> [What you should do]: In the entries below, count the lines that include the word "street" and reply with the number alone.
(Source information)
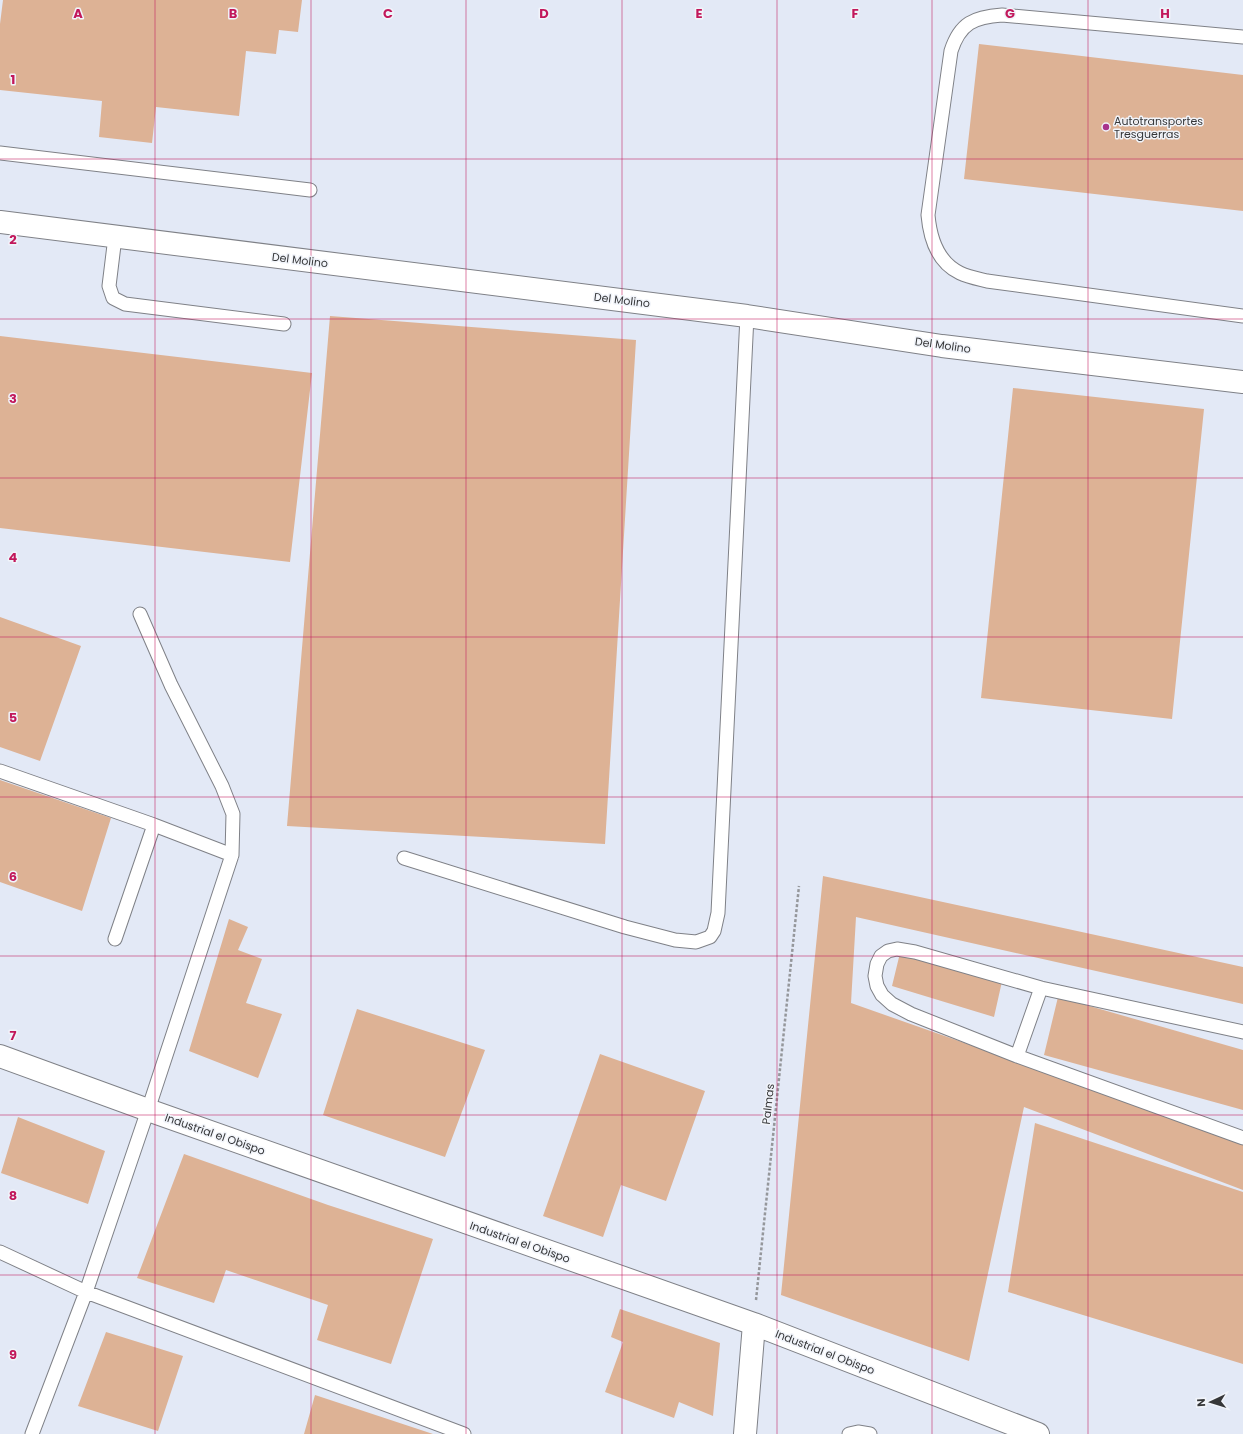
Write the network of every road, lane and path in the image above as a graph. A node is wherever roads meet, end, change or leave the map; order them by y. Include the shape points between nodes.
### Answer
1 (1243, 37) edge
2 (0, 153) edge
3 (310, 190) dead end
4 (0, 222) edge
5 (114, 237) junction
6 (747, 316) junction
7 (1243, 316) edge
8 (284, 324) dead end
9 (1243, 382) edge
10 (140, 614) dead end
11 (0, 771) edge
12 (154, 825) junction
13 (232, 854) junction
14 (404, 858) dead end
15 (799, 886) dead end
16 (115, 939) dead end
17 (1042, 988) junction
18 (1243, 1032) edge
19 (0, 1056) edge
20 (1017, 1056) junction
21 (148, 1110) junction
22 (1243, 1138) edge
23 (0, 1252) edge
24 (86, 1292) junction
25 (754, 1324) junction
26 (32, 1434) edge
27 (464, 1434) edge
28 (745, 1434) edge
29 (849, 1434) edge
30 (870, 1434) edge
31 (1038, 1434) edge

1 - 7 lane via 1002,15 972,20 955,38 950,51 928,215 934,245 943,260 960,273 987,281
2 - 3 lane
4 - 5 street, Del Molino
5 - 6 street, Del Molino
5 - 8 lane via 109,286 113,298 125,304
6 - 9 street, Del Molino via 942,346
6 - 14 lane via 718,913 714,931 710,937 696,942 675,940 625,927
10 - 13 lane via 233,814
11 - 12 lane
12 - 13 lane
12 - 16 lane
13 - 21 lane
15 - 25 path, Palmas
17 - 18 lane
17 - 20 lane
17 - 20 lane via 915,952 888,951 880,956 877,964 877,986 892,1004
19 - 21 street, Industrial el Obispo
20 - 22 lane
21 - 24 lane
21 - 25 street, Industrial el Obispo
23 - 24 lane
24 - 26 lane
24 - 27 lane
25 - 28 street
25 - 31 street, Industrial el Obispo
29 - 30 lane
(End Source information)
> [Result of this task]: 7